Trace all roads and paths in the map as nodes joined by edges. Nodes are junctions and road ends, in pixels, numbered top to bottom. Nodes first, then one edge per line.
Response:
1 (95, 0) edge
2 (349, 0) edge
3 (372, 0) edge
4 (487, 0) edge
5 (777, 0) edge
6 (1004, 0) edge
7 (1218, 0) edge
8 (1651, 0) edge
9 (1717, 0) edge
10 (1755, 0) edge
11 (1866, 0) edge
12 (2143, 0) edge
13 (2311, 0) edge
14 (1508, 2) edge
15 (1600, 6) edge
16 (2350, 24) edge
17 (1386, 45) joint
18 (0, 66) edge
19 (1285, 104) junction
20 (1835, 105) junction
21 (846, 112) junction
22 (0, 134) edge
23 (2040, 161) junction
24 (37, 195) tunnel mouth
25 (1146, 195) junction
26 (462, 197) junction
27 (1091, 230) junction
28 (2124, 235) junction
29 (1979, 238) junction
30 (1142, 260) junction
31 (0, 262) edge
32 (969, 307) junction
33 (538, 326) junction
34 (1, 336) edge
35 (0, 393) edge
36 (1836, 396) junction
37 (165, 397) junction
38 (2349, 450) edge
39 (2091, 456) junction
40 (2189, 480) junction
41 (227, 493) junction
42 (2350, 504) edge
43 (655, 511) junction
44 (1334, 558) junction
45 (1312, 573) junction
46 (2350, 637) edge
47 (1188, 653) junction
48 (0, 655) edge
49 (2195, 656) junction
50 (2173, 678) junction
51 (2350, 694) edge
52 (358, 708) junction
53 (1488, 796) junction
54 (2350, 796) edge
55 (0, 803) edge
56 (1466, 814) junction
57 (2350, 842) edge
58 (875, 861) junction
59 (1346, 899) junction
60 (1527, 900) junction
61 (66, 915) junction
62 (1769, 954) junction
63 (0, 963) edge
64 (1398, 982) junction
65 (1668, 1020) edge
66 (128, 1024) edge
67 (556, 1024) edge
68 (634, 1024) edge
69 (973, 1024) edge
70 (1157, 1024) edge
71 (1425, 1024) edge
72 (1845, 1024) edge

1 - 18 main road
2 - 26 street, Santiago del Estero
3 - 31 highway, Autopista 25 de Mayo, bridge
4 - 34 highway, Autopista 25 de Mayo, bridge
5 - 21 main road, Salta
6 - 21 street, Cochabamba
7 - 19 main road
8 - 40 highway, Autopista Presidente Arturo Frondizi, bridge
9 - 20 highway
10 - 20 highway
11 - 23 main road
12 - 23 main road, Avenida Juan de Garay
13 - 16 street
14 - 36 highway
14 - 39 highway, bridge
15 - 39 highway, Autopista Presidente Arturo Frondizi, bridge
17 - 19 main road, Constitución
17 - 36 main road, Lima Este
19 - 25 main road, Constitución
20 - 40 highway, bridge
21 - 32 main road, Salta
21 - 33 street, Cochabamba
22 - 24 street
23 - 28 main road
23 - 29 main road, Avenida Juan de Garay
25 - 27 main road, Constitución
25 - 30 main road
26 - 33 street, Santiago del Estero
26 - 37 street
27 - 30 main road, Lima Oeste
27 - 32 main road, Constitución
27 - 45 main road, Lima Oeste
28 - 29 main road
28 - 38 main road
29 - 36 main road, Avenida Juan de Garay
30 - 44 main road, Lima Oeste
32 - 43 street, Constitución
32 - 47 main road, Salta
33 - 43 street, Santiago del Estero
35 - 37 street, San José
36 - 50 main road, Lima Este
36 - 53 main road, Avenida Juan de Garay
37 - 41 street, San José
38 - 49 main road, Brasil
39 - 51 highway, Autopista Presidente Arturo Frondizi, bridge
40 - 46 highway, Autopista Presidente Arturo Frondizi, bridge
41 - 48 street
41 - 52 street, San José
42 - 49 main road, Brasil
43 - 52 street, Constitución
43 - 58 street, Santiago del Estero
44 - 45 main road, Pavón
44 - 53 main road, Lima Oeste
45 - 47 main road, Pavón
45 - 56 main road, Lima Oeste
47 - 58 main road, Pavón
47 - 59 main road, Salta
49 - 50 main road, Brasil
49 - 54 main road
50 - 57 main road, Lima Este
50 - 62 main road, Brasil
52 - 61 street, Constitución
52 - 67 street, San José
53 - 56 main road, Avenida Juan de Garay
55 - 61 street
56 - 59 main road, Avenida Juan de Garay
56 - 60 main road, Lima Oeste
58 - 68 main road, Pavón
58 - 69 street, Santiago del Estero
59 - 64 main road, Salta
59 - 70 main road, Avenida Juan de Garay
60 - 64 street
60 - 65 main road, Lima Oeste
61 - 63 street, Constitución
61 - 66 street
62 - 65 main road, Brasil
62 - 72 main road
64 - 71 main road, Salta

> **WORK REQUEST**:
Repeat the records above exactly.

> **PROBLEM SOLUTION**:
Trace all roads and paths in the map as nodes joined by edges. Nodes are junctions and road ends, in pixels, numbered top to bottom. Nodes first, then one edge per line.
Response:
1 (95, 0) edge
2 (349, 0) edge
3 (372, 0) edge
4 (487, 0) edge
5 (777, 0) edge
6 (1004, 0) edge
7 (1218, 0) edge
8 (1651, 0) edge
9 (1717, 0) edge
10 (1755, 0) edge
11 (1866, 0) edge
12 (2143, 0) edge
13 (2311, 0) edge
14 (1508, 2) edge
15 (1600, 6) edge
16 (2350, 24) edge
17 (1386, 45) joint
18 (0, 66) edge
19 (1285, 104) junction
20 (1835, 105) junction
21 (846, 112) junction
22 (0, 134) edge
23 (2040, 161) junction
24 (37, 195) tunnel mouth
25 (1146, 195) junction
26 (462, 197) junction
27 (1091, 230) junction
28 (2124, 235) junction
29 (1979, 238) junction
30 (1142, 260) junction
31 (0, 262) edge
32 (969, 307) junction
33 (538, 326) junction
34 (1, 336) edge
35 (0, 393) edge
36 (1836, 396) junction
37 (165, 397) junction
38 (2349, 450) edge
39 (2091, 456) junction
40 (2189, 480) junction
41 (227, 493) junction
42 (2350, 504) edge
43 (655, 511) junction
44 (1334, 558) junction
45 (1312, 573) junction
46 (2350, 637) edge
47 (1188, 653) junction
48 (0, 655) edge
49 (2195, 656) junction
50 (2173, 678) junction
51 (2350, 694) edge
52 (358, 708) junction
53 (1488, 796) junction
54 (2350, 796) edge
55 (0, 803) edge
56 (1466, 814) junction
57 (2350, 842) edge
58 (875, 861) junction
59 (1346, 899) junction
60 (1527, 900) junction
61 (66, 915) junction
62 (1769, 954) junction
63 (0, 963) edge
64 (1398, 982) junction
65 (1668, 1020) edge
66 (128, 1024) edge
67 (556, 1024) edge
68 (634, 1024) edge
69 (973, 1024) edge
70 (1157, 1024) edge
71 (1425, 1024) edge
72 (1845, 1024) edge

1 - 18 main road
2 - 26 street, Santiago del Estero
3 - 31 highway, Autopista 25 de Mayo, bridge
4 - 34 highway, Autopista 25 de Mayo, bridge
5 - 21 main road, Salta
6 - 21 street, Cochabamba
7 - 19 main road
8 - 40 highway, Autopista Presidente Arturo Frondizi, bridge
9 - 20 highway
10 - 20 highway
11 - 23 main road
12 - 23 main road, Avenida Juan de Garay
13 - 16 street
14 - 36 highway
14 - 39 highway, bridge
15 - 39 highway, Autopista Presidente Arturo Frondizi, bridge
17 - 19 main road, Constitución
17 - 36 main road, Lima Este
19 - 25 main road, Constitución
20 - 40 highway, bridge
21 - 32 main road, Salta
21 - 33 street, Cochabamba
22 - 24 street
23 - 28 main road
23 - 29 main road, Avenida Juan de Garay
25 - 27 main road, Constitución
25 - 30 main road
26 - 33 street, Santiago del Estero
26 - 37 street
27 - 30 main road, Lima Oeste
27 - 32 main road, Constitución
27 - 45 main road, Lima Oeste
28 - 29 main road
28 - 38 main road
29 - 36 main road, Avenida Juan de Garay
30 - 44 main road, Lima Oeste
32 - 43 street, Constitución
32 - 47 main road, Salta
33 - 43 street, Santiago del Estero
35 - 37 street, San José
36 - 50 main road, Lima Este
36 - 53 main road, Avenida Juan de Garay
37 - 41 street, San José
38 - 49 main road, Brasil
39 - 51 highway, Autopista Presidente Arturo Frondizi, bridge
40 - 46 highway, Autopista Presidente Arturo Frondizi, bridge
41 - 48 street
41 - 52 street, San José
42 - 49 main road, Brasil
43 - 52 street, Constitución
43 - 58 street, Santiago del Estero
44 - 45 main road, Pavón
44 - 53 main road, Lima Oeste
45 - 47 main road, Pavón
45 - 56 main road, Lima Oeste
47 - 58 main road, Pavón
47 - 59 main road, Salta
49 - 50 main road, Brasil
49 - 54 main road
50 - 57 main road, Lima Este
50 - 62 main road, Brasil
52 - 61 street, Constitución
52 - 67 street, San José
53 - 56 main road, Avenida Juan de Garay
55 - 61 street
56 - 59 main road, Avenida Juan de Garay
56 - 60 main road, Lima Oeste
58 - 68 main road, Pavón
58 - 69 street, Santiago del Estero
59 - 64 main road, Salta
59 - 70 main road, Avenida Juan de Garay
60 - 64 street
60 - 65 main road, Lima Oeste
61 - 63 street, Constitución
61 - 66 street
62 - 65 main road, Brasil
62 - 72 main road
64 - 71 main road, Salta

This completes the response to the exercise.